If one has the credentials, academic medicine may be a consideration. The American College of Physicians indicates that the median pay for faculty in internal medicine is from $142K for professors to $102K for assistant professors. These numbers closely correspond with the AMA reports for internists in private practice from $150K for the median to $110K for the 25th percentile range.
Some of our colleagues have become physician executives at group practices, managed care plans, and hospitals. Senior executives are earning more than ever before. According to the "Physician Executive Compensation Report" by the Tampa, Florida based Physician Executive Management Center, average total compensation for senior physician executives is $183K, up 5% from last year and 16% over the last two years.

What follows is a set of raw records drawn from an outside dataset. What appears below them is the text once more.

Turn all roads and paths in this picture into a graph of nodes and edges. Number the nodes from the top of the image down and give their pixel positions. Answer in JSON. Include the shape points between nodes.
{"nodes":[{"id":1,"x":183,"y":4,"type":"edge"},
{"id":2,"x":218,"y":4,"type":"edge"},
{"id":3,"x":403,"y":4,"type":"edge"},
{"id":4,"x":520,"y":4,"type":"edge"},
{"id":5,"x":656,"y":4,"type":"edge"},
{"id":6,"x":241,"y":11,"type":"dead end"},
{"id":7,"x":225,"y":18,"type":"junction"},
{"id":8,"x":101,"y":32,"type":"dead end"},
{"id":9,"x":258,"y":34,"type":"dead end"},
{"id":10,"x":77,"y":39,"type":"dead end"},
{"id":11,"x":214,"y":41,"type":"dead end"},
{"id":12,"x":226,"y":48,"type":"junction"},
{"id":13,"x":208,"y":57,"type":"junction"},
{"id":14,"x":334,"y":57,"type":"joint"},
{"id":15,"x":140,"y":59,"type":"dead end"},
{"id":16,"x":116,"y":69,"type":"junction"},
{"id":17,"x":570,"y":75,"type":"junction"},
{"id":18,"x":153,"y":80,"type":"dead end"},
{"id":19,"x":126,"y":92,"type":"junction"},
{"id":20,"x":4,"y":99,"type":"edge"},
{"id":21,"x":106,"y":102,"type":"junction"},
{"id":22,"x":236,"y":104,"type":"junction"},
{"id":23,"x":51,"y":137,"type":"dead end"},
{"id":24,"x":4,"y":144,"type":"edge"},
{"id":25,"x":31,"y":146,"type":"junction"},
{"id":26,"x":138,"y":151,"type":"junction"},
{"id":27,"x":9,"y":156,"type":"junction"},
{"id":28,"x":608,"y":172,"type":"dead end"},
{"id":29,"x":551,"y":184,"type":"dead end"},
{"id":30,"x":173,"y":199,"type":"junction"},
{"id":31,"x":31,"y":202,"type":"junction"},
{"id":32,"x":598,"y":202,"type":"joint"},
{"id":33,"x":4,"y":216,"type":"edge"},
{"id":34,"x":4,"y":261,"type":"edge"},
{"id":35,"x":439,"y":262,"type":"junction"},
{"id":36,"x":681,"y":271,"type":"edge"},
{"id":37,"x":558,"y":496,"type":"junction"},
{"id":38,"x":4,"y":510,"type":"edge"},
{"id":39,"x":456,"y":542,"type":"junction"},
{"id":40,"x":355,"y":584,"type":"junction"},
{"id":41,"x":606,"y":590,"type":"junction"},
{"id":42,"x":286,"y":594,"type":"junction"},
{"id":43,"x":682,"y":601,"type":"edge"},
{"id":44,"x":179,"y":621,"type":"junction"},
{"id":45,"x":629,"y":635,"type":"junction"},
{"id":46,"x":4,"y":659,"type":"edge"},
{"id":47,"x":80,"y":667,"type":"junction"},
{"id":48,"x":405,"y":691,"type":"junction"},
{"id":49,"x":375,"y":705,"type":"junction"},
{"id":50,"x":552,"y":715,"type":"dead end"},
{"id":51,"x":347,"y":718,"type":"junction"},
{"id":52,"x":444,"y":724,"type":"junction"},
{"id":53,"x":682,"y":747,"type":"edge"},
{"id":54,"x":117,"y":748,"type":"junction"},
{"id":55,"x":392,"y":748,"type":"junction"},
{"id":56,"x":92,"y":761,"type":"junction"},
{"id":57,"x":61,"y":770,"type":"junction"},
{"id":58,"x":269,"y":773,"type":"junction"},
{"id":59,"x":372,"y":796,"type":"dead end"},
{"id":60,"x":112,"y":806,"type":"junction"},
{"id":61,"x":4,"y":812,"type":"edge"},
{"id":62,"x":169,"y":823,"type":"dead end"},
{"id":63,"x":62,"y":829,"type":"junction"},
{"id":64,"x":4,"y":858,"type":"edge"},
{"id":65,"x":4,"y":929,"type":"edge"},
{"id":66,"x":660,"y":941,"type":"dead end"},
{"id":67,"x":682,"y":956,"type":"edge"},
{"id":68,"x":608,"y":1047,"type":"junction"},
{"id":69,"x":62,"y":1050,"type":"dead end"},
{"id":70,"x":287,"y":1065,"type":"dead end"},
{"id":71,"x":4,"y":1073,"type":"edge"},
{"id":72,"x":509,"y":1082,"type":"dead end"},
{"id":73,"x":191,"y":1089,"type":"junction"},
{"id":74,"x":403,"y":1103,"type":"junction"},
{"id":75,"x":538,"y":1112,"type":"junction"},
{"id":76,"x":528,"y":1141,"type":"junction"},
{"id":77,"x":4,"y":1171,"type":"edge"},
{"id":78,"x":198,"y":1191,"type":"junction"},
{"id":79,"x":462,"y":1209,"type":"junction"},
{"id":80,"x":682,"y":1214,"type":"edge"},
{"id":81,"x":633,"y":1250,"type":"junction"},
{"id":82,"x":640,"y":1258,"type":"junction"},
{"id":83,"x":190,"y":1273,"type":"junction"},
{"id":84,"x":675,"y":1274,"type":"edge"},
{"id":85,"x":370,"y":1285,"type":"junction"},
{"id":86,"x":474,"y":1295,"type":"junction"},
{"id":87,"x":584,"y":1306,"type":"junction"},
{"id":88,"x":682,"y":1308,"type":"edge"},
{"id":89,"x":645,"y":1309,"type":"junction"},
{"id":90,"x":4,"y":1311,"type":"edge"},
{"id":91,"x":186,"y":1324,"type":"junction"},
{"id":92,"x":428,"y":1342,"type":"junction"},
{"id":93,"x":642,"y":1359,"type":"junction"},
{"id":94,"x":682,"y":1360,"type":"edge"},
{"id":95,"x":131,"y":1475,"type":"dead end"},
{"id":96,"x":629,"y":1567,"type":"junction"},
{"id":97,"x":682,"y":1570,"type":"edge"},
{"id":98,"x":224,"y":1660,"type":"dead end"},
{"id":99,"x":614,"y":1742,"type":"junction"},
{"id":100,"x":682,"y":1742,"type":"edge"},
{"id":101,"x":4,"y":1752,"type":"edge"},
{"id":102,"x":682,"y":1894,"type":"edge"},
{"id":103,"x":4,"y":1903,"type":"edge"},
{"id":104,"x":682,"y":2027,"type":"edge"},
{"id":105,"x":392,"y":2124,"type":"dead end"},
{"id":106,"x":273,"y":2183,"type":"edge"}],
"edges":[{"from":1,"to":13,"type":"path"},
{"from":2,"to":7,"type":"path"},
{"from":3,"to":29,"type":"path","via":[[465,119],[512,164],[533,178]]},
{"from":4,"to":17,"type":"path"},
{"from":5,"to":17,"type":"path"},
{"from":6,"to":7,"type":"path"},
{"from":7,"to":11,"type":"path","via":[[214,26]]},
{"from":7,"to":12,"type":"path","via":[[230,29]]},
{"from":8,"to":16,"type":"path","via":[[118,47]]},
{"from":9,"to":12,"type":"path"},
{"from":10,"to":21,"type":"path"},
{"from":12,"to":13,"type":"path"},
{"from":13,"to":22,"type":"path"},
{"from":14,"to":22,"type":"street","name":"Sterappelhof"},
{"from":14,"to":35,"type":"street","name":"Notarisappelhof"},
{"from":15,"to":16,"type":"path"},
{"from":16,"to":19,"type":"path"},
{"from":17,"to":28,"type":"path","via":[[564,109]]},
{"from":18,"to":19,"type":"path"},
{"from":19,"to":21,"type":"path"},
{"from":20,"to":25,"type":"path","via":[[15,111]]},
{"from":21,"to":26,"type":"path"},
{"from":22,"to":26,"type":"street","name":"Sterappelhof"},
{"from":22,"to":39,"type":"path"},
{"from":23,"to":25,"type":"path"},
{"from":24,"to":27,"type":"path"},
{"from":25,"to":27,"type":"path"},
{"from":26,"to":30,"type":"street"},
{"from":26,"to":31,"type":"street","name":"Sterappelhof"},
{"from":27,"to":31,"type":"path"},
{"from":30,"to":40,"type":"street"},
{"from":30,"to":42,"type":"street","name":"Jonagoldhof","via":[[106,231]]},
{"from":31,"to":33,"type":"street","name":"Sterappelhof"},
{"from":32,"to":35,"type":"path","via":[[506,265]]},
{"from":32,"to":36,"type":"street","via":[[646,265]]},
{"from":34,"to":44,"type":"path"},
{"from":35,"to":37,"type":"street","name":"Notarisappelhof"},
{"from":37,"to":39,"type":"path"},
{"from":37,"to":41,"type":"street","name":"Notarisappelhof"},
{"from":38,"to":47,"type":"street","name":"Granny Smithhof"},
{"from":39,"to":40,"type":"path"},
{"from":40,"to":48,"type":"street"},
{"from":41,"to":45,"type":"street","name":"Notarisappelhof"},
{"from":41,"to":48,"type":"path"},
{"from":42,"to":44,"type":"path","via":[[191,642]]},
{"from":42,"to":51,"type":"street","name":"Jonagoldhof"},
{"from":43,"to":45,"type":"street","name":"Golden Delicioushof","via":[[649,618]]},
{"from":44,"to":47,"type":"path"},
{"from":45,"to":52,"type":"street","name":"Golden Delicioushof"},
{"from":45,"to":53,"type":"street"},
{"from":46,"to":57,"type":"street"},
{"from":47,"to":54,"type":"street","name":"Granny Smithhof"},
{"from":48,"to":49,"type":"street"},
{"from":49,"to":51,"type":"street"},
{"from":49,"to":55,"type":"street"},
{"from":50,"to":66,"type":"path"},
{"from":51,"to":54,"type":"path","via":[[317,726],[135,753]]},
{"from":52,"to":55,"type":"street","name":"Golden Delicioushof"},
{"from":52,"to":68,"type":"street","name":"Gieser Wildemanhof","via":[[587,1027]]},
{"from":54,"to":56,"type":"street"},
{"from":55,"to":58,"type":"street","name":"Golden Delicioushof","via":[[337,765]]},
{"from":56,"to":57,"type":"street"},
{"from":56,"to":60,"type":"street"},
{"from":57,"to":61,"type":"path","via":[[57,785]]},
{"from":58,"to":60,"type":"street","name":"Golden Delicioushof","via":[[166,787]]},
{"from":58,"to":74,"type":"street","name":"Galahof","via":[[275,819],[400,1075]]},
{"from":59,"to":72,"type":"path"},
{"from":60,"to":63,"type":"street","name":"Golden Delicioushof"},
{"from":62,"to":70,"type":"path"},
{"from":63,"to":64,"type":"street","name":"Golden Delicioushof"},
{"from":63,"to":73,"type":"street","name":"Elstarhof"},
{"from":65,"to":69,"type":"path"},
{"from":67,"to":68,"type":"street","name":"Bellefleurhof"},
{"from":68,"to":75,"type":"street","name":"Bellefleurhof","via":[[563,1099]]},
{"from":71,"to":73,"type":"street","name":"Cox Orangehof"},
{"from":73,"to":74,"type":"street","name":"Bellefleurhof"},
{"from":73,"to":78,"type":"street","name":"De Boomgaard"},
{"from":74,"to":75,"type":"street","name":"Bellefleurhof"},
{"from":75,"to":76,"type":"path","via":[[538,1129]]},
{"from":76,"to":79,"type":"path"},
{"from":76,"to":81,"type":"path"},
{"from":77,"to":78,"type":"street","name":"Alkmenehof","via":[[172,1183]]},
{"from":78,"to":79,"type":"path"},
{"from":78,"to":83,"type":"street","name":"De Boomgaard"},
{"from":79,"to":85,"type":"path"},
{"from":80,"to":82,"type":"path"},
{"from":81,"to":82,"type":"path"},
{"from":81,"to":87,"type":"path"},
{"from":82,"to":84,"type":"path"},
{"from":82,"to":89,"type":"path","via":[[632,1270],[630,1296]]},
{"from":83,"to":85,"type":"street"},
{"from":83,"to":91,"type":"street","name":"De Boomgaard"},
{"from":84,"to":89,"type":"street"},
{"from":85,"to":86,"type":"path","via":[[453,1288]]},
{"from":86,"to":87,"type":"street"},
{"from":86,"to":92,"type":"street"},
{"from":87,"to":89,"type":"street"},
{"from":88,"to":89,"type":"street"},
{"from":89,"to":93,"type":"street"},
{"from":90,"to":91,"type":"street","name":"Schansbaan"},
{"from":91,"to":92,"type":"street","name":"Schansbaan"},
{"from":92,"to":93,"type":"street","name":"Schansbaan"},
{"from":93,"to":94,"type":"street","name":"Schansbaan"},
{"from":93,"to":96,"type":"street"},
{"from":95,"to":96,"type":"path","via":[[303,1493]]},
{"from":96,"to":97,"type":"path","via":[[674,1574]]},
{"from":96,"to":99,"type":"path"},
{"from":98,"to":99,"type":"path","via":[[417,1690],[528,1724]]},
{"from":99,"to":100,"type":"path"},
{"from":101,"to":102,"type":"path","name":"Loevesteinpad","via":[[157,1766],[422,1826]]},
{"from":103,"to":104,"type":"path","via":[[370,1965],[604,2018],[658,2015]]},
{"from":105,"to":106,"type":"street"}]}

In exchange for the increased pay, however, the report found that 87% of physicians executives in senior management positions have no clinical responsibilities. This represents a dramatic change from 10 years ago when half of all physician-executives also had clinical duties as part of their jobs. Losing the clinical quotient is regrettable. Just thirty years ago, many deans of medical schools still made an occasional clinic visit or gave an occasional lecture, or were participants in a research project. This kept them involved in the tripod of academic medicine: patient care, teaching, and research. When one leaves his or her roots, one tends to lose touch with them. When this occurs, our administrative leadership no longer represents us.
Administrative medicine may not be a consideration for many doctors. It is well known that the best physicians frequently dont have good administrative skills. This increases the chasm between those of us caring for patients and those telling us how to care for these patients. One caveat gleaned from this ACP report, is how administrative physicians determine incentives to increase the volume of work we do. Reams of data are collected on a wide range of clinical decisions made by each physician. These decisions include length of stay, accuracy of the physicians coding, completeness of the charts, participation on committees, teaching, references on research, cholesterol and mammography screening, and other benchmarks. I was unable to find any incentives for astuteness of diagnosis. The very thing that marked the differences among us in the past, the quality of our diagnosis and treatment, is totally irrelevant in this new environment. How tragic. Essentially all of the factors mentioned above can be done by physician assistants, the bastardized specialty which we were responsible for creating. The allied health specialty that we thought we could control, can, by following these incentives, command higher incomes than those of us making the lifesaving diagnosis. One physician in Sacramento pays his PA the same amount as himself. He states that his PA was able to more than double the practice income, so why shouldnt he have the additional half?
Given that occurrence, perhaps the next transition to a real alternative career for physicians is to become a physician assistant--all the rewards of patient care, but none of the responsibilities. And our patients would still refer to us as Doctor.